This notebook reproduces Fig. 4 in the paper, which shows the frequency dependence of first five eigenmodes on the strength of the external field.
In [1]:
import matplotlib.pyplot as plt
import pandas as pd
import statsmodels.formula.api as sm
from numpy import pi
from style_helpers import style_cycle
%matplotlib inline
plt.style.use('style_sheets/fig4.mplstyle')
In [2]:
df = pd.read_csv('../data/eigenmode_info_data_frame.csv')

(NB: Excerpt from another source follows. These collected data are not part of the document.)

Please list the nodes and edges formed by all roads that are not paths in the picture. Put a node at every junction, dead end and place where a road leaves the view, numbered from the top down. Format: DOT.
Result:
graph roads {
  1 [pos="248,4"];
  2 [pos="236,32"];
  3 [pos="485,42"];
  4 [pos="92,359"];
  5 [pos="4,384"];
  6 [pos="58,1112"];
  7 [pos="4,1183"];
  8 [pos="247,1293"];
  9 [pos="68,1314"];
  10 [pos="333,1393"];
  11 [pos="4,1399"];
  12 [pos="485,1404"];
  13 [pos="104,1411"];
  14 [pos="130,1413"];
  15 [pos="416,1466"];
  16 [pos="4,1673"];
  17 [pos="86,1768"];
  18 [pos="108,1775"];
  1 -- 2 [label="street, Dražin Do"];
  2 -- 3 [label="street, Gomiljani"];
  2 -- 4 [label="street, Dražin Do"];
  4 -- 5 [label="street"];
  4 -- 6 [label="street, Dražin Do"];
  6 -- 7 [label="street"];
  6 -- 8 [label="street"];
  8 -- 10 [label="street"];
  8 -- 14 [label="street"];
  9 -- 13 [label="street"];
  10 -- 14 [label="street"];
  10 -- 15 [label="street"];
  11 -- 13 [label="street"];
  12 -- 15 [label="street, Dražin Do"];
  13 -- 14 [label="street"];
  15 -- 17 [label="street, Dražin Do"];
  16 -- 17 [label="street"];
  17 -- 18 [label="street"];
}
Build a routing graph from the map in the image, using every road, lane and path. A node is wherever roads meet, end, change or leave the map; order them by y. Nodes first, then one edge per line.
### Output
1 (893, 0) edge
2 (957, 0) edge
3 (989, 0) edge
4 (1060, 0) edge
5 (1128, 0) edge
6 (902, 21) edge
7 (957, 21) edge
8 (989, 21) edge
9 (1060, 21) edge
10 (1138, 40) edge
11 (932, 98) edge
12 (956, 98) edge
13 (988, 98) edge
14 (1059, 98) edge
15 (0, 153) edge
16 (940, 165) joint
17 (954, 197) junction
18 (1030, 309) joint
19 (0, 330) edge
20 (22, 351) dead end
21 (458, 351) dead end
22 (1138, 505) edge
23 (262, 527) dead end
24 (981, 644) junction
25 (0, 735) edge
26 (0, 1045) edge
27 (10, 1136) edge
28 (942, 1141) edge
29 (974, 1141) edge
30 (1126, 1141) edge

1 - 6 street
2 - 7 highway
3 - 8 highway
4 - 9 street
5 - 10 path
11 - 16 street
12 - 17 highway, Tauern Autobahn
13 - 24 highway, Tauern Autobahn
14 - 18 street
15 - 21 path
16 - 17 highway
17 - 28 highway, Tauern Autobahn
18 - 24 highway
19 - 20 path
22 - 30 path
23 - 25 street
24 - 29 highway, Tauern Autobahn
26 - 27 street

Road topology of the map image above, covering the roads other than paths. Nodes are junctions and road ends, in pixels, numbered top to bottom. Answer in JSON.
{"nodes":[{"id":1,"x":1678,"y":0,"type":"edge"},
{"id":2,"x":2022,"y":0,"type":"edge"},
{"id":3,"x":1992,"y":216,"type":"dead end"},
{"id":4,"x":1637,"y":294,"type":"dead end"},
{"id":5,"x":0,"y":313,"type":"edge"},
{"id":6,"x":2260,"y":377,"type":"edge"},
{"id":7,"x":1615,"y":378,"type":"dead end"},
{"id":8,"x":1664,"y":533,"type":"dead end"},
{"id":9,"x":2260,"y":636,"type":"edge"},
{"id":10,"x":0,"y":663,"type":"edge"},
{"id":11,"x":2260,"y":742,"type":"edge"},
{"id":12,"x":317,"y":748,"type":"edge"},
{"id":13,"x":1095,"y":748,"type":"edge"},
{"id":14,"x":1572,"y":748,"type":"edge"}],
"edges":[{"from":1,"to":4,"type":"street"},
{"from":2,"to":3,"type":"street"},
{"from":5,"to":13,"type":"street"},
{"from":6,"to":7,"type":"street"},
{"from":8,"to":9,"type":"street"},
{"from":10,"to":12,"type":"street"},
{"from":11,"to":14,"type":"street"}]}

df = df.query('has_particle == False')
The external field values used in the simulations are in units of A/m. We therefore add an additional column containing the values in mT.
In [3]:
# Define vacuum permeability (in V.s/A.m)
mu0 = 4 * pi * 1e-7
# Convert field values to milli-Tesla
df['Hz_mT'] = df['Hz'] * mu0 * 1e3
In [4]:
def plot_fitted_line(N, df, ax):
"""
Return a `pandas.Series` containing the intercept and slope of
a line fitted to the frequency data for the `N`-the eigenmode.
"""
linefit = sm.ols(formula="freq ~ Hz_mT", data=df).fit()
a = linefit.params.Intercept
b = linefit.params.Hz_mT
max_Hz = df['Hz_mT'].max()
ax.plot([0, max_Hz], [a, a + max_Hz * b], '-k')
In [5]:
def plot_freq_vs_H_ext_for_mode(N, df, ax, **mpl_kwargs):
df_filtered = df.query('N == {N}'.format(N=N)).sort_values('Hz_mT')
Hz_mT = df_filtered['Hz_mT']
freqs = df_filtered['freq']
plot_fitted_line(N, df_filtered, ax)
ax.plot(Hz_mT, freqs, label='N={N}'.format(N=N), **mpl_kwargs)
In [6]:
fig, ax = plt.subplots(figsize=(6, 6))
# Plot lines in reverse order to avoid higher modes
# covering the lower ones.
for N, style_kwargs in reversed(list(zip([1, 2, 3, 4, 5], style_cycle))):
plot_freq_vs_H_ext_for_mode(N, df, ax, linestyle='none', **style_kwargs)
ax.set_xlabel('H_ext (mT)')
ax.set_ylabel('Frequency (GHz)')
ax.set_xlim(-12.5, 312.5)
ax.legend(numpoints=1, loc='best', prop={'size': 16})
ax.grid()